The South Sudan’s President Salva Kiir signed a peace agreement with insurgent factions in the Ethiopian capital on Wednesday to end a civil war that has killed no less than 50,000 people, displaced two million and held up the nation’s progress since it gained independence 7 years ago.
South Sudan plunged into warfare two years after independence from Sudan in 2011 when a political dispute between Kiir and then vice-president Riek Machar erupted into armed confrontation.
A previous peace deal signed in 2015 fell aside a 12 months later after clashes broke out between government forces and rebels.
Machar, leader of the main insurgent group the SPLM-IO, and other rebel factions signed the new agreement with the Juba government after assurances power-sharing accord would be honored.
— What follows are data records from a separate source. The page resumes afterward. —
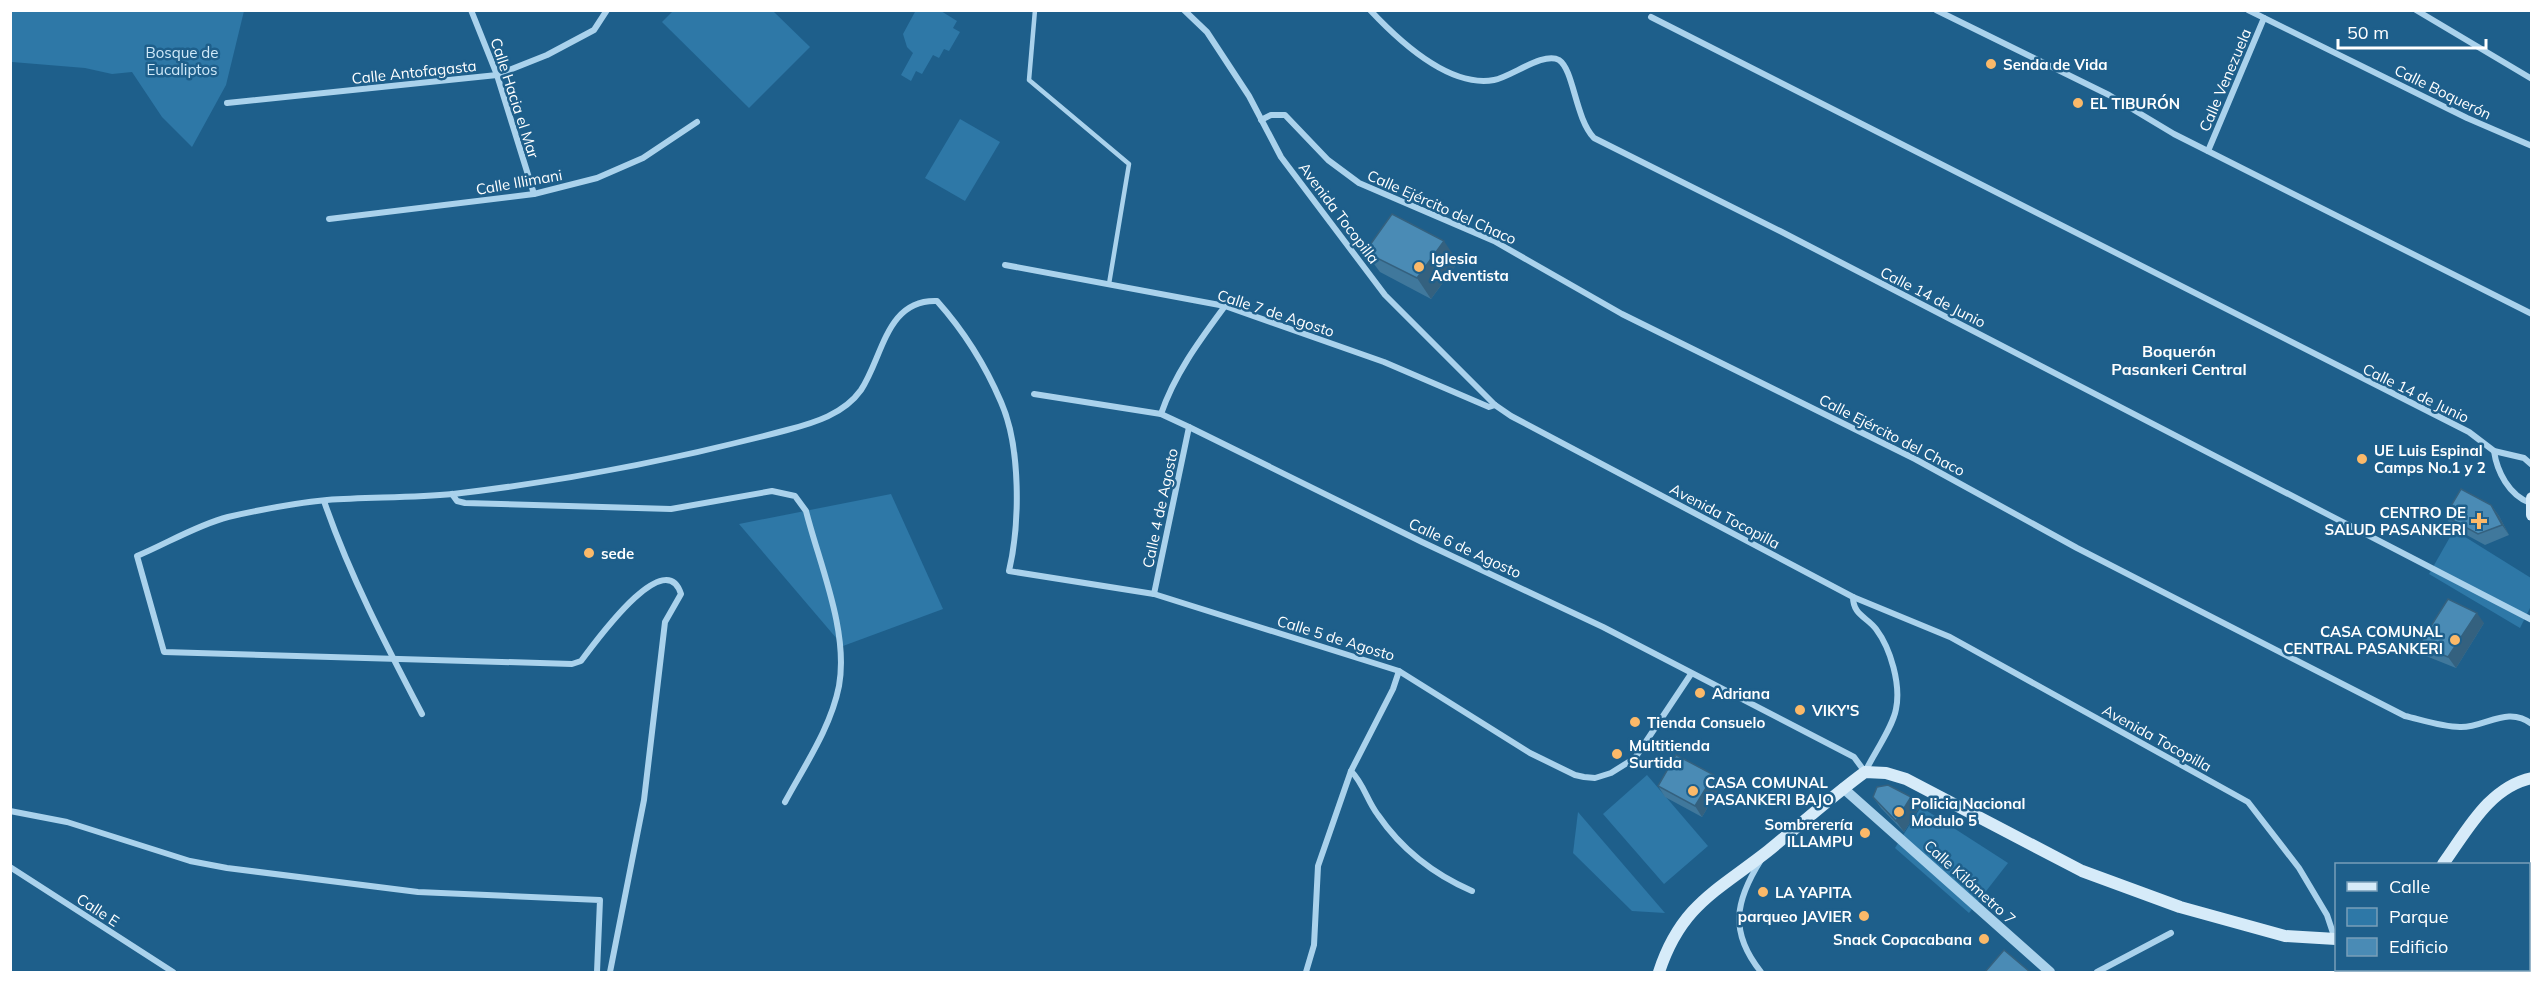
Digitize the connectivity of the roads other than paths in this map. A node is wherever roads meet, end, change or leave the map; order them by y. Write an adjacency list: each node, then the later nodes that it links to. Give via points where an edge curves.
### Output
1 (471, 10): 11 (street, Calle Hacia el Mar)
2 (607, 10): 11 (street, Calle Antofagasta, via 594,30 547,55)
3 (1035, 10): 21 (lane, via 1029,80 1129,164)
4 (1184, 10): 14 (street, Avenida Tocopilla, via 1207,32)
5 (1370, 10): 35 (street, Calle 14 de Junio, via 1422,57 1469,79 1495,80 1555,58 1565,65 1581,120 1594,138)
6 (1936, 10): 17 (street, via 2109,96)
7 (2248, 10): 10 (street, Calle Boquerón)
8 (2416, 10): 12 (street)
9 (1651, 17): 28 (street, Calle 14 de Junio, via 2469,432)
10 (2264, 18): 16 (street, Calle Boquerón); 17 (street, Calle Venezuela)
11 (496, 75): 13 (street, Calle Antofagasta); 18 (street, Calle Hacia el Mar)
12 (2532, 80)
13 (227, 103)
14 (1262, 120): 25 (street, Avenida Tocopilla, via 1281,157 1385,295); 40 (street, Calle Ejército del Chaco, via 1285,115 1328,160 1359,183 1494,241 1622,314 1915,459 2077,548 2405,716 2462,728 2513,716)
15 (697, 122): 18 (street, Calle Illimani, via 634,162 597,178)
16 (2532, 146)
17 (2208, 151): 23 (street)
18 (534, 194): 19 (street, Calle Illimani)
19 (329, 219)
20 (1005, 265): 21 (street, Calle 7 de Agosto)
21 (1109, 284): 22 (street, Calle 7 de Agosto)
22 (1225, 306): 25 (street, Calle 7 de Agosto, via 1384,362 1489,407); 26 (street, via 1169,389)
23 (2532, 314)
24 (1034, 394): 26 (street, Calle 6 de Agosto)
25 (1495, 405): 34 (street, Avenida Tocopilla)
26 (1161, 414): 27 (street, Calle 6 de Agosto)
27 (1189, 427): 33 (street, Calle 4 de Agosto); 38 (street, Calle 6 de Agosto, via 1603,627)
28 (2494, 451): 29 (street, Calle 14 de Junio, via 2524,458); 32 (street, via 2504,481)
29 (2532, 465)
30 (452, 494): 31 (street); 33 (street, Calle 5 de Agosto, via 645,463 822,419 838,411 861,390 893,322 903,311 926,301 937,301 978,358 1002,404 1012,440 1014,549 1009,571); 45 (street, via 465,503 671,510 772,491 795,496 806,511 832,606 842,661 828,723)
31 (324, 501): 36 (street); 36 (street, via 226,518 136,556 165,652)
32 (2531, 505)
33 (1154, 594): 37 (street, Calle 5 de Agosto)
34 (1853, 597): 42 (street, via 1857,612 1876,629 1887,649 1896,688 1896,711); 52 (street, Avenida Tocopilla, via 1950,637 2248,802 2299,868)
35 (2532, 620)
36 (393, 660): 39 (street); 56 (street, via 572,664 581,661 632,597 655,584 671,582 679,588 680,599 665,622 644,800)
37 (1399, 670): 38 (street, Calle 5 de Agosto, via 1530,753 1575,776 1595,778 1635,758); 41 (street)
38 (1691, 674): 42 (street, Calle 6 de Agosto, via 1854,757)
39 (422, 714)
40 (2532, 724)
41 (1351, 771): 50 (street, via 1377,814 1413,857); 57 (street, via 1318,866 1314,945)
42 (1865, 772): 44 (main road); 53 (main road, via 1906,779 2082,871 2180,907 2285,936)
43 (2532, 778): 48 (main road, via 2500,791)
44 (1843, 788): 47 (main road); 60 (street, Calle Kilómetro 7)
45 (785, 802)
46 (10, 811): 55 (street, via 67,822 190,861 227,868 418,892 600,900)
47 (1766, 852): 58 (main road, via 1722,883 1683,922 1666,950); 59 (street, via 1741,896 1737,913 1743,943)
48 (2444, 863)
49 (10, 867): 54 (street, Calle E)
50 (1472, 891)
51 (2171, 933): 61 (street)
52 (2335, 936)
53 (2335, 939)
54 (173, 972)
55 (597, 972)
56 (610, 972)
57 (1306, 972)
58 (1659, 972)
59 (1761, 972)
60 (2050, 972)
61 (2097, 972)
The deal, mediated by Sudan, reinstates Machar to his former position as vice-president.
The stability of South Sudan is also vital for Sudan and other neighboring countries, who worry a new flare-up of the battle could flood them with refugees.
The civil conflict began in 2013, fueled by personal and ethnic rivalries. The battle has killed not less than 50,000 people, many of them civilians, according to the United Nations.
An estimated quarter of South Sudan’s inhabitants of 12 million has been displaced and its economy, which heavily depends on crude oil production, ruined.
The secession of South Sudan also hit Khartoum’s economy hard, taking with it most of the region’s oil reserves.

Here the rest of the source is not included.